Cleveland Jewish News
March 5, 2007
Obsessing about beauty in the 'Girl Culture'
After photographer Lauren Greenfield completed her first project, “Fast Forward: Growing up in the shadow of Hollywood,” an exhibit and book about kids growing up in L.A., she continued taking assignments documenting the lives of youth.
When looking through her photos of the young subjects, “I found some pictures that were really meaningful to me, and I didn't know why,” she admits.
Greenfield soon realized the photos were all related to young girls dealing with the over-emphasis on physical appearance n Greenfield calls it the “stigma of beauty” n in popular culture. “I had been reading about a self-esteem crisis in young girls, but I hadn't seen it in photography,” she explains. “It became a theme of (my new) project.”
The project, “Girl Culture,” which took Greenfield five years to complete, resulted in a book and an exhibit. The photos in both are of females of all ages. They range from girls and women affected by eating disorders, to a summer camp for overweight teens, to innocent, young girls playing dress-up. Each photo is accompanied by a first-person story from the subject.
Her inspiration to tackle the issue had autobiographical roots, Greenfield says. “I had some very vivid memories of being in high school and worrying about dieting, being in the right clique, and wearing fashionable clothes.”
In interviewing young women, Greenfield was struck by the emphasis on outward appearances. “Young girls talk about body pressure. A girl says she's aware she needs to be perfect, blonde, thin, and buy her clothes at one of three places, the popular girls say.” Other girls “feel pressured to keep up.” They say they hate that, Greenfield adds, “but it's still hell to not be a part of it and not fit in.”
To collect materials for her project, Greenfield concentrated on taking magazine and newspaper assignments on subjects that she could use in “Girl Culture.” She also secured a grant to begin photographing individuals she knew should be included in the project, such as patients at an eating-disorder clinic.
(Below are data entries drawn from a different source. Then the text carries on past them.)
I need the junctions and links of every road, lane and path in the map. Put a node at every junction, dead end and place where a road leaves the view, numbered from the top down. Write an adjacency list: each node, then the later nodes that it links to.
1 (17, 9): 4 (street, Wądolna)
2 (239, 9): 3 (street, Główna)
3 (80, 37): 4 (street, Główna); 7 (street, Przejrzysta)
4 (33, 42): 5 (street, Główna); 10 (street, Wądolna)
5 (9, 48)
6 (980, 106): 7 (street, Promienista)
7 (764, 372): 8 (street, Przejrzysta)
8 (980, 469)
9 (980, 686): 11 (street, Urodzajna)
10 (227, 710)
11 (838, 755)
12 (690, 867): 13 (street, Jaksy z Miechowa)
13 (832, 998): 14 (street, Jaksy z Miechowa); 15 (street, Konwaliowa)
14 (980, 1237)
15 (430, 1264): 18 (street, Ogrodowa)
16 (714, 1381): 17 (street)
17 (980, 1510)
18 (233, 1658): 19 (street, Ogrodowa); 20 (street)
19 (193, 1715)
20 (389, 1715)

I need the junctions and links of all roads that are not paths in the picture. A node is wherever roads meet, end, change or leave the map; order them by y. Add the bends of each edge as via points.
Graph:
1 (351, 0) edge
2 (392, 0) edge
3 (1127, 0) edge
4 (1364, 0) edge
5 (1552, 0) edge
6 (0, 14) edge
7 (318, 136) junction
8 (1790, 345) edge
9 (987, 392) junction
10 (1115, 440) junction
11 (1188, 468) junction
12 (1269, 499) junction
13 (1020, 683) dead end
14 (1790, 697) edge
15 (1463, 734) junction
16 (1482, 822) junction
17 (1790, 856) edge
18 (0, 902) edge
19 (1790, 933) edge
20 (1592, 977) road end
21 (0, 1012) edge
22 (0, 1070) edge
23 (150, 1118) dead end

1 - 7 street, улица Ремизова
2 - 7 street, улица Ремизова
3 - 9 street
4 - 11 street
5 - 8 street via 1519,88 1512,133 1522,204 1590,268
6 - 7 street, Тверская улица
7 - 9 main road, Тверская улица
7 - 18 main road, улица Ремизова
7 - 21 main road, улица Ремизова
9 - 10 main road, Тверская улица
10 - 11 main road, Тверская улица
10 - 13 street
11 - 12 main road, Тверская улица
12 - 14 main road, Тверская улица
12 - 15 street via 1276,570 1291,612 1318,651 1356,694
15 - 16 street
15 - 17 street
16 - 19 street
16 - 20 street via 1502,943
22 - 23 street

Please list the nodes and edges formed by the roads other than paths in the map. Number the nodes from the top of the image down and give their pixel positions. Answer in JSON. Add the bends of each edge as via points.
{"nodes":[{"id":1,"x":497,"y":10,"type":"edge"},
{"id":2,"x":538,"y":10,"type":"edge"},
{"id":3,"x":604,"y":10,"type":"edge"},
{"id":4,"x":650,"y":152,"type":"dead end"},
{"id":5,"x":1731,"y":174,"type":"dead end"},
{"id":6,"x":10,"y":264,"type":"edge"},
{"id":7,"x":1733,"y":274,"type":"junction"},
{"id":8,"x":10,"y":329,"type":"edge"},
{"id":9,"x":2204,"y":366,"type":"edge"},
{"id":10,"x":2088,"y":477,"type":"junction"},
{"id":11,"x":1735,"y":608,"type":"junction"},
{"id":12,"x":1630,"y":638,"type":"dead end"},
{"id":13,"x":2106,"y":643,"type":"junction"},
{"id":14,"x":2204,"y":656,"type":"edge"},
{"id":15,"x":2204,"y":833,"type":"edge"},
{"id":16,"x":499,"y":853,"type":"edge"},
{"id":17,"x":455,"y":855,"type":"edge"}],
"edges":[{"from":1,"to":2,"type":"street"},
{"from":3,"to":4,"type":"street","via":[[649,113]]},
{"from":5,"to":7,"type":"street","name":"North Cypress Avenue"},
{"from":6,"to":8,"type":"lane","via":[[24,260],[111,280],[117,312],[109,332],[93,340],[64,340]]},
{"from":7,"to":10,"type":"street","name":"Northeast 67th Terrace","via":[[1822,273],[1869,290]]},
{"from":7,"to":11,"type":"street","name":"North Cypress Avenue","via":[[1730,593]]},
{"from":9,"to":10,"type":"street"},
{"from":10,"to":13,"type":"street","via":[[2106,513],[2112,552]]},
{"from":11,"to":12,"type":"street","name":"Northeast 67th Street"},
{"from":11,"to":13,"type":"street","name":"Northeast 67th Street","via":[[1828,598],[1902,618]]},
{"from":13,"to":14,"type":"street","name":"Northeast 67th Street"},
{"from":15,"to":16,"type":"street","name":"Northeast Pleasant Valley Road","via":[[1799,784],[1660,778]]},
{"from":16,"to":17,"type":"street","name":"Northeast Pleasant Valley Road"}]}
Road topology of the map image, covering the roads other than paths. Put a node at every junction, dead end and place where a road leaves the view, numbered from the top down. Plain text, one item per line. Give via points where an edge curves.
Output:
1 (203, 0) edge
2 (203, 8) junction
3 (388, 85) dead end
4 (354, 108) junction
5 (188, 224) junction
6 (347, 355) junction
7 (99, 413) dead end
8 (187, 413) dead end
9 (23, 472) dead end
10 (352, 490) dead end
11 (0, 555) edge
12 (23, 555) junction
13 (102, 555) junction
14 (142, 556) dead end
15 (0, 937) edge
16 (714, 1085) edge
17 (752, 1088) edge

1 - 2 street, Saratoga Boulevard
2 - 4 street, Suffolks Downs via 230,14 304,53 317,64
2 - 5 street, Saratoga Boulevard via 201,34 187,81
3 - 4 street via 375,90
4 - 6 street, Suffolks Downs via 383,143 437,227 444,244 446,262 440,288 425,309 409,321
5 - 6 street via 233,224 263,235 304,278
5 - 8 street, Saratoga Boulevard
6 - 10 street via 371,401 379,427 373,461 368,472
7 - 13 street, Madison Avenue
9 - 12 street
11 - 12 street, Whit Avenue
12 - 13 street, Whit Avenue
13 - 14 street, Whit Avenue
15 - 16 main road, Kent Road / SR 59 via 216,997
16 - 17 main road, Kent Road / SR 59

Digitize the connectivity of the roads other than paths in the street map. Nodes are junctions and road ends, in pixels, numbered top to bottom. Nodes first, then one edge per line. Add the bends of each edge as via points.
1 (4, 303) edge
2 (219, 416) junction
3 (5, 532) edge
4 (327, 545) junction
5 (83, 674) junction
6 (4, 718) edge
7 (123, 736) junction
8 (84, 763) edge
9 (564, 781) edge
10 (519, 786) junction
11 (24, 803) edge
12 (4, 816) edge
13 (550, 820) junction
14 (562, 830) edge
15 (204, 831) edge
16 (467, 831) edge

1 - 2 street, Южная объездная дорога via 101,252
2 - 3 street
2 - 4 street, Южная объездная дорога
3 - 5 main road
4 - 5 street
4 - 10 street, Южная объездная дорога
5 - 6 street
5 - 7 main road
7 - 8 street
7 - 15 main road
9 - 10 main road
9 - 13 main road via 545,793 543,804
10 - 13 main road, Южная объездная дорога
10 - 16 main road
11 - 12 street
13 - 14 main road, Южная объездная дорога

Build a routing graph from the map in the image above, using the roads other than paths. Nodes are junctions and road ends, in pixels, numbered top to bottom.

“Once I get access to a place, I spend a lot of time meeting people, getting accepted and listening to stories,” she relates. “Getting official access is just the first step. Then I need to earn the trust of whomever it is I want to shoot.”
During her interviews, Greenfield would sometimes get “shocking statements.” They gave the photographer a firsthand view on how “aggressive advertising and consumerism is to young people and how it fuels their insecurities. It brought together a lot of things for me, things I kind of thought but didn't really know were true.”
One example is the shocking statement 15-year-old Sheena made. She told Greenfield, “When I grow up, my dream is to be a topless dancer. I know if I could do that, I could do anything.”
A few months later, Greenfield read an article on current fitness trends and learned that the latest craze at chic New York City gyms is a class called “cardio striptease.” Students learn the dance moves of a stripper. “It showed me how the icon of a stripper or a showgirl lives in the mind of a teen,” Greenfield says. “Things I saw and heard brought the project full circle for me.”
The photographer is currently working on another photo project and book that grew out of “Girl Culture.” It's called “Thin.” “Thin” examines the most self-destructive way of coping with body images: eating disorders. “One in seven girls has an eating disorder,” Greenfield points out. “The messages that are there are about where we are going as a culture.”
As popular culture and aspirations of beauty continue to intertwine with the lives young teens lead, Greenfield has found more parents growing concerned. The photographer hopes that her photos, currently being shown across the country, will stimulate dialogue for parents and teens.
“The more girls and women learn to de-construct some of these messages and the dynamics in our culture,” she says, “the more power they have over them.”